* Provided material *
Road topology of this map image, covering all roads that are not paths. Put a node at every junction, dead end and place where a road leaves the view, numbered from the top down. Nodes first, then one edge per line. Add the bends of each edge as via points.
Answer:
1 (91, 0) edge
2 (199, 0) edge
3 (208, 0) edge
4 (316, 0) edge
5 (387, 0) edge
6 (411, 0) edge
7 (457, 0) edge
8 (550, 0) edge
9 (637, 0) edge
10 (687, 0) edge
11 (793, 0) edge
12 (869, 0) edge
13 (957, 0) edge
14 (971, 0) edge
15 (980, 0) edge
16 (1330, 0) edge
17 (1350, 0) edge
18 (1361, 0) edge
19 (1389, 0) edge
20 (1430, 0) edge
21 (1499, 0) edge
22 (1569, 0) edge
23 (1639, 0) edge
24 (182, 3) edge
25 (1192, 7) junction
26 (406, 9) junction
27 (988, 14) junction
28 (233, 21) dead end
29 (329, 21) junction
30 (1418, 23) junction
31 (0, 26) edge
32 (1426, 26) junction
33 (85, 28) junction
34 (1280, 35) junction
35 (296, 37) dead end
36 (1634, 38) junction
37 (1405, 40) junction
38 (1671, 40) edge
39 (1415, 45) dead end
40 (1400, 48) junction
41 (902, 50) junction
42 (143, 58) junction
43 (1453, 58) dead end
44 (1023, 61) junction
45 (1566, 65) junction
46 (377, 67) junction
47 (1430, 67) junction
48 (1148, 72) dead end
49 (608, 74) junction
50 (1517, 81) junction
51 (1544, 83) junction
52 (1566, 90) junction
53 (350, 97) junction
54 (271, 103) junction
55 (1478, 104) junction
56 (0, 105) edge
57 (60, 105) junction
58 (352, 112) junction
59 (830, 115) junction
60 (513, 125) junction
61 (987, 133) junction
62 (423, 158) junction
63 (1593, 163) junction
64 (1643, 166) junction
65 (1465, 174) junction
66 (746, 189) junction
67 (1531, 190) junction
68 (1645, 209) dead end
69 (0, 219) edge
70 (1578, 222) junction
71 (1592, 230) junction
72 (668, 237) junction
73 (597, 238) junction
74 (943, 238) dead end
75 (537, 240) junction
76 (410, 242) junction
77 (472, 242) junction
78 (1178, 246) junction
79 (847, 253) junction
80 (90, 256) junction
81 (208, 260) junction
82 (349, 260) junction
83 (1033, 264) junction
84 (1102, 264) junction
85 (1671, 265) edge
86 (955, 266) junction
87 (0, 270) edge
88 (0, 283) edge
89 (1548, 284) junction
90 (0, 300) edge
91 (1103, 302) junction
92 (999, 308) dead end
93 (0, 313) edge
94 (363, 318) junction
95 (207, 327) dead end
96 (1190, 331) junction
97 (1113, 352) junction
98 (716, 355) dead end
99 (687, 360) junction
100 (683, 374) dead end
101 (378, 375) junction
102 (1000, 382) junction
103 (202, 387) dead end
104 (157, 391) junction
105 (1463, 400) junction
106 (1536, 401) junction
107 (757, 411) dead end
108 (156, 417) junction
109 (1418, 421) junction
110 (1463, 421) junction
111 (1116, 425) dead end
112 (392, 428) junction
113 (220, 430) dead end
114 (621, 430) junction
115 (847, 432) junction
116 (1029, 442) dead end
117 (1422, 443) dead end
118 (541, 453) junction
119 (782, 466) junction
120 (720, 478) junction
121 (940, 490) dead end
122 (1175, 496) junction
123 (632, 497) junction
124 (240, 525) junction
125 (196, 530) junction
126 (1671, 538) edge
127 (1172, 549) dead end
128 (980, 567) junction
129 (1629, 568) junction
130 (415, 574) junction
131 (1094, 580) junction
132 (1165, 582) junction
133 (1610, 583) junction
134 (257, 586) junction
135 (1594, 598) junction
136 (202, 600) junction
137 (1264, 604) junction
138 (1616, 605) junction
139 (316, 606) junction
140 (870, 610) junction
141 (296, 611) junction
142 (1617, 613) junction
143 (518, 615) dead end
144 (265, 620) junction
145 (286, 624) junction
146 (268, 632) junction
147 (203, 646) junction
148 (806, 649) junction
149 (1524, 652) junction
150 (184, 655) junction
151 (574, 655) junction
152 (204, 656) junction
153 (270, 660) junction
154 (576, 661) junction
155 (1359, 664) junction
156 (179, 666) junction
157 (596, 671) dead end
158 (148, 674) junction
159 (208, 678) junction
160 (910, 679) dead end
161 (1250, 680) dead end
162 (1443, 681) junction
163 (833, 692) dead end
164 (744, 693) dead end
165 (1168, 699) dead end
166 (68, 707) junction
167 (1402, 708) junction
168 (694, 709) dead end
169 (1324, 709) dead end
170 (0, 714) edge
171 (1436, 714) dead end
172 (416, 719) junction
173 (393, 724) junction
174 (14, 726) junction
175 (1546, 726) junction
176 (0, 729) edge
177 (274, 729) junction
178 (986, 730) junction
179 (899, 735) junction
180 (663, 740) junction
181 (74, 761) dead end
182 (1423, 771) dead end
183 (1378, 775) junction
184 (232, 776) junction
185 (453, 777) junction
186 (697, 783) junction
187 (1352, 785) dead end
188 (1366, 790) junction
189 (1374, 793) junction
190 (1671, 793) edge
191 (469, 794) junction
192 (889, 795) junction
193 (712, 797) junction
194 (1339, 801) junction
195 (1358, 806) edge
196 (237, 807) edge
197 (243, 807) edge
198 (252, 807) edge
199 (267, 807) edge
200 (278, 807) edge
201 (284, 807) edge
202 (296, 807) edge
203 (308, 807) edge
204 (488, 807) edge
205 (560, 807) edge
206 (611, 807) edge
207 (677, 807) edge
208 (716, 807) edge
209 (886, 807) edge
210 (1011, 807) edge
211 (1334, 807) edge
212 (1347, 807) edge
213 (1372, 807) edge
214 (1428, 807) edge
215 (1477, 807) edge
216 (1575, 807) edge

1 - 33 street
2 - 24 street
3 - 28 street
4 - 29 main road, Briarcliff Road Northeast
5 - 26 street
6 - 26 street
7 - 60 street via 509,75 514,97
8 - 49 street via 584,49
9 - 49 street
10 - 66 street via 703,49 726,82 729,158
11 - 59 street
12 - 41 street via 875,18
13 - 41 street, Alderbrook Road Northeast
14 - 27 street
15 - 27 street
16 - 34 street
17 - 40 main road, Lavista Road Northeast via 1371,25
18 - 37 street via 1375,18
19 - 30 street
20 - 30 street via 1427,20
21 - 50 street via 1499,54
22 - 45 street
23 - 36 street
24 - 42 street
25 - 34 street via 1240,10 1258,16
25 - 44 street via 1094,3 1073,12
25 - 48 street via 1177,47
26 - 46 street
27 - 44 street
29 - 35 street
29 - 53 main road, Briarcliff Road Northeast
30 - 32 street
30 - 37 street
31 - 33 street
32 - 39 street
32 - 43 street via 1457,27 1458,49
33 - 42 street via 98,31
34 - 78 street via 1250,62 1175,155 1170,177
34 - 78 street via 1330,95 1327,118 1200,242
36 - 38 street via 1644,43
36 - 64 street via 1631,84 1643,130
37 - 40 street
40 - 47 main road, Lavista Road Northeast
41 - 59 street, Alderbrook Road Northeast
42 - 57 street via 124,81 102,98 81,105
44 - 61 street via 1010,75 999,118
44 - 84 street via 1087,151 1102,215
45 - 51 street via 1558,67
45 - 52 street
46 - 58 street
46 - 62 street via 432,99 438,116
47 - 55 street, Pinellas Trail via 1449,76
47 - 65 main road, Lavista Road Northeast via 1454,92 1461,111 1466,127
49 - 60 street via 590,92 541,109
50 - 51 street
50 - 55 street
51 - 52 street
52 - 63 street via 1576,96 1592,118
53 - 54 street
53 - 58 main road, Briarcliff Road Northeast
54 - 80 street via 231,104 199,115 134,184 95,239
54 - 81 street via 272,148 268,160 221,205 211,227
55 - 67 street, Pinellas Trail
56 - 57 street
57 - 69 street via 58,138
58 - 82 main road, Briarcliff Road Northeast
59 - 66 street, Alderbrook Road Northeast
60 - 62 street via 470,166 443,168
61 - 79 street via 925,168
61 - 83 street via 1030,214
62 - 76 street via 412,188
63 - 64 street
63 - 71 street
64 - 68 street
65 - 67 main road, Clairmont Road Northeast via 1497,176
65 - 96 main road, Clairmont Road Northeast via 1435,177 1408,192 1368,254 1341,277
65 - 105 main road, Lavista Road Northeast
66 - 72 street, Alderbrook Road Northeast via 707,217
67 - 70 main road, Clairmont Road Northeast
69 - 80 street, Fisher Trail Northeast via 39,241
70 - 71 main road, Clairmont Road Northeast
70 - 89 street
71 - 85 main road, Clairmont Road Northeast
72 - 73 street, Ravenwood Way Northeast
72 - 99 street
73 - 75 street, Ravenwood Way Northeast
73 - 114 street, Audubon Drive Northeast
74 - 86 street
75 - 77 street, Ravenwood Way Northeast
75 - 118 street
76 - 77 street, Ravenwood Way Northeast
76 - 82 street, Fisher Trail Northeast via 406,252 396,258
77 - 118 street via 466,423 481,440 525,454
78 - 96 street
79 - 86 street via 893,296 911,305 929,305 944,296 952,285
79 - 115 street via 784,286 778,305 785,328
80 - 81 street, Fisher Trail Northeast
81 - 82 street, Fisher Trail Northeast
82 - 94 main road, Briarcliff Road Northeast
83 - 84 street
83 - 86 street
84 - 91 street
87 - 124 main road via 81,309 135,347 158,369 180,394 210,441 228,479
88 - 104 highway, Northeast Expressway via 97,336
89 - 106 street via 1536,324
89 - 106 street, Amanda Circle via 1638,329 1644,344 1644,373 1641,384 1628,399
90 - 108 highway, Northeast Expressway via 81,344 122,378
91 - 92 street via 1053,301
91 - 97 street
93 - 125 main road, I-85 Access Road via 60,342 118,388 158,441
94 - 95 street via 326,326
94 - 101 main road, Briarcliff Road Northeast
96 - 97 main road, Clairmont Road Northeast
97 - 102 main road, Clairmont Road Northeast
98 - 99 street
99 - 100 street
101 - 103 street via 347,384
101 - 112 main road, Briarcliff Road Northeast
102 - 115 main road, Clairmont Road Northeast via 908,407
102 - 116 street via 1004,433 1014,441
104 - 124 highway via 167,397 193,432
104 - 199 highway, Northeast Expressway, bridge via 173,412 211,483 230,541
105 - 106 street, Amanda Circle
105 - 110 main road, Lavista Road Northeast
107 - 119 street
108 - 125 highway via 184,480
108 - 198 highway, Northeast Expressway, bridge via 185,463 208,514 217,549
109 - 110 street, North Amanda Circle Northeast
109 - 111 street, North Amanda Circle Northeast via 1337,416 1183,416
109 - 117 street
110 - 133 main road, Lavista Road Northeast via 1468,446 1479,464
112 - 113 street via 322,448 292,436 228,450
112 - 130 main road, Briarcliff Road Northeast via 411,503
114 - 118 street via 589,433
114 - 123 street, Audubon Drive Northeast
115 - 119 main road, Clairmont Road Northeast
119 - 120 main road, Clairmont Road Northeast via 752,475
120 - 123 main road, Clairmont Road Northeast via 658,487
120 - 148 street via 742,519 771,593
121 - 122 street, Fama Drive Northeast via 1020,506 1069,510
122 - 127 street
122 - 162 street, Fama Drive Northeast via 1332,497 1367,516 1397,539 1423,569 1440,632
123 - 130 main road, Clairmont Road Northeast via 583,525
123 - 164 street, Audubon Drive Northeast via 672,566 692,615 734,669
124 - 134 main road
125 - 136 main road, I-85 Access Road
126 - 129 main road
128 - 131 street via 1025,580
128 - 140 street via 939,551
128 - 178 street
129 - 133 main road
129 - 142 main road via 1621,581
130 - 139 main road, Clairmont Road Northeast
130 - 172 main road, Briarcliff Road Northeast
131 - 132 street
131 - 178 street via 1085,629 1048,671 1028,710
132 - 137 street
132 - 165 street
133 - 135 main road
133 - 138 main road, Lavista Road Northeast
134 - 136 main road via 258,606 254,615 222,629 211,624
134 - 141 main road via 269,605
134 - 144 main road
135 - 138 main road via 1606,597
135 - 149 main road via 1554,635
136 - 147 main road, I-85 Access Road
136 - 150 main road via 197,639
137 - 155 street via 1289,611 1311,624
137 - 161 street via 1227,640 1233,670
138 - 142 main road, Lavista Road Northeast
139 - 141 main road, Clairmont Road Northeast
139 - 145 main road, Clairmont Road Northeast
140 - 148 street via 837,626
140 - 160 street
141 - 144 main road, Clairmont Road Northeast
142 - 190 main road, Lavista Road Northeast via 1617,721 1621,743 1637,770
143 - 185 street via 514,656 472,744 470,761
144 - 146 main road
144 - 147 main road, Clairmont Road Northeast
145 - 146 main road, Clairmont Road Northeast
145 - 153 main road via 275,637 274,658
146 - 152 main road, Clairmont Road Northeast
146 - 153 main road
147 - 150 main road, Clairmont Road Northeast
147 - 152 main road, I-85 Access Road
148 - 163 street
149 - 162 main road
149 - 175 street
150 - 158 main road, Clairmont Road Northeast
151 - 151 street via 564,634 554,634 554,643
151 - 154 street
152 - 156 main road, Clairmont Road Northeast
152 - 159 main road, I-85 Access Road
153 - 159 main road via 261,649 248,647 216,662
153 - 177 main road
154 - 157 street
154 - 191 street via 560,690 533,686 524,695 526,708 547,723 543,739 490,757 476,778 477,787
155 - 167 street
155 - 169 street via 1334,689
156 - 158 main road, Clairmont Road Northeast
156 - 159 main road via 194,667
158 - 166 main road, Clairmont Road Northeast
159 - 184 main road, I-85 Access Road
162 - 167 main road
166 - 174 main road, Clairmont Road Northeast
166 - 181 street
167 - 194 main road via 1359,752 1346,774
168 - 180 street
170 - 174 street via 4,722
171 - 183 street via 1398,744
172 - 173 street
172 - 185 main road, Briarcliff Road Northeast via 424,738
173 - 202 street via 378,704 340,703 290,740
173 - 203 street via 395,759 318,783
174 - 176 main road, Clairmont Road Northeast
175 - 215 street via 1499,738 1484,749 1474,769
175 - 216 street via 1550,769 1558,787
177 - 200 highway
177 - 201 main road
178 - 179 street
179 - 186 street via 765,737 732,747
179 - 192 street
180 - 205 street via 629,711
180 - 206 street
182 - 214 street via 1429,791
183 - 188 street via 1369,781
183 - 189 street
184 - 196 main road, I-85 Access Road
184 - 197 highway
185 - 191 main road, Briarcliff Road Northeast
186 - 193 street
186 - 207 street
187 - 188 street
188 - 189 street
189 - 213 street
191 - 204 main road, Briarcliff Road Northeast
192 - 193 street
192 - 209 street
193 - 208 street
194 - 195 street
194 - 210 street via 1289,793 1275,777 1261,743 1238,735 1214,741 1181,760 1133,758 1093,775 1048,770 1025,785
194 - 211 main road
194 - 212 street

* Problem to work on *
Check the entries above for the word "Access" and copy every line where it turns up.

* Output *
93 - 125 main road, I-85 Access Road via 60,342 118,388 158,441
125 - 136 main road, I-85 Access Road
136 - 147 main road, I-85 Access Road
147 - 152 main road, I-85 Access Road
152 - 159 main road, I-85 Access Road
159 - 184 main road, I-85 Access Road
184 - 196 main road, I-85 Access Road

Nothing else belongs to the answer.